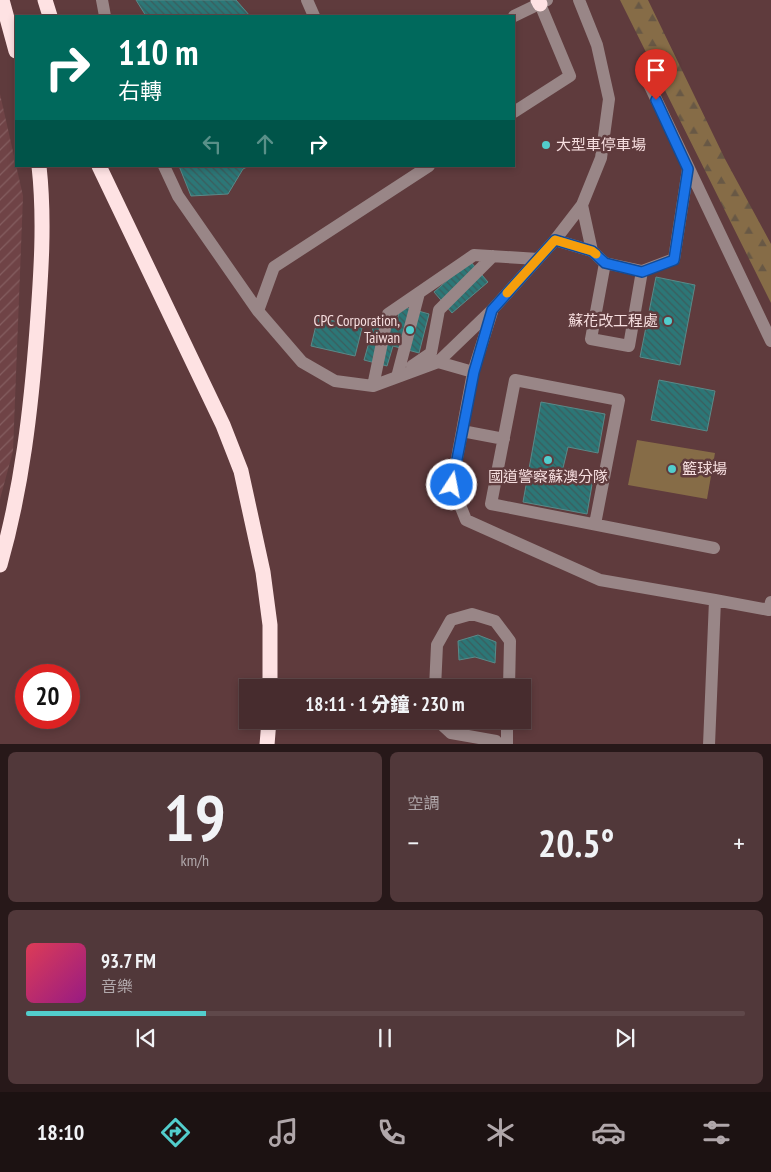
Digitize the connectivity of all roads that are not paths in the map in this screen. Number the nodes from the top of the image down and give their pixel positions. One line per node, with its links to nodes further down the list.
1 (2, 0): 11 (highway)
2 (11, 0): 10 (highway)
3 (102, 0): 7 (lane)
4 (307, 0): 8 (lane)
5 (579, 0): 19 (lane)
6 (542, 1): 9 (lane); 13 (lane)
7 (105, 15)
8 (314, 15)
9 (515, 15)
10 (15, 22)
11 (15, 47)
12 (648, 82): 18 (lane)
13 (515, 111)
14 (39, 167): 38 (highway)
15 (99, 167): 41 (highway)
16 (164, 167): 28 (lane)
17 (427, 167): 28 (lane)
18 (688, 169): 25 (lane); 29 (lane)
19 (582, 205): 20 (lane); 21 (lane)
20 (555, 240): 21 (lane); 23 (lane)
21 (592, 251): 24 (lane)
22 (494, 256): 23 (lane); 26 (lane); 32 (lane)
23 (538, 259): 27 (lane)
24 (605, 263): 25 (lane); 25 (lane)
25 (642, 272)
26 (419, 293): 32 (lane); 33 (lane)
27 (492, 310): 30 (lane); 31 (lane)
28 (258, 311): 33 (lane)
29 (771, 341)
30 (438, 362): 31 (lane); 32 (lane)
31 (474, 372): 34 (lane)
32 (398, 377): 33 (lane)
33 (373, 386)
34 (462, 431): 35 (lane); 39 (lane)
35 (504, 439): 36 (lane); 36 (lane)
36 (595, 524): 37 (lane)
37 (714, 548)
38 (0, 565)
39 (714, 600): 40 (lane); 50 (lane)
40 (771, 602)
41 (270, 679)
42 (435, 679): 43 (lane)
43 (509, 679)
44 (268, 729): 47 (highway)
45 (447, 729): 48 (lane)
46 (508, 729): 49 (lane)
47 (267, 744)
48 (499, 744)
49 (507, 744)
50 (710, 744)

____________________

Exercise brief – Except for the pictures, please retype the listing above exactly.

Task output –
Digitize the connectivity of all roads that are not paths in the map in this screen. Number the nodes from the top of the image down and give their pixel positions. One line per node, with its links to nodes further down the list.
1 (2, 0): 11 (highway)
2 (11, 0): 10 (highway)
3 (102, 0): 7 (lane)
4 (307, 0): 8 (lane)
5 (579, 0): 19 (lane)
6 (542, 1): 9 (lane); 13 (lane)
7 (105, 15)
8 (314, 15)
9 (515, 15)
10 (15, 22)
11 (15, 47)
12 (648, 82): 18 (lane)
13 (515, 111)
14 (39, 167): 38 (highway)
15 (99, 167): 41 (highway)
16 (164, 167): 28 (lane)
17 (427, 167): 28 (lane)
18 (688, 169): 25 (lane); 29 (lane)
19 (582, 205): 20 (lane); 21 (lane)
20 (555, 240): 21 (lane); 23 (lane)
21 (592, 251): 24 (lane)
22 (494, 256): 23 (lane); 26 (lane); 32 (lane)
23 (538, 259): 27 (lane)
24 (605, 263): 25 (lane); 25 (lane)
25 (642, 272)
26 (419, 293): 32 (lane); 33 (lane)
27 (492, 310): 30 (lane); 31 (lane)
28 (258, 311): 33 (lane)
29 (771, 341)
30 (438, 362): 31 (lane); 32 (lane)
31 (474, 372): 34 (lane)
32 (398, 377): 33 (lane)
33 (373, 386)
34 (462, 431): 35 (lane); 39 (lane)
35 (504, 439): 36 (lane); 36 (lane)
36 (595, 524): 37 (lane)
37 (714, 548)
38 (0, 565)
39 (714, 600): 40 (lane); 50 (lane)
40 (771, 602)
41 (270, 679)
42 (435, 679): 43 (lane)
43 (509, 679)
44 (268, 729): 47 (highway)
45 (447, 729): 48 (lane)
46 (508, 729): 49 (lane)
47 (267, 744)
48 (499, 744)
49 (507, 744)
50 (710, 744)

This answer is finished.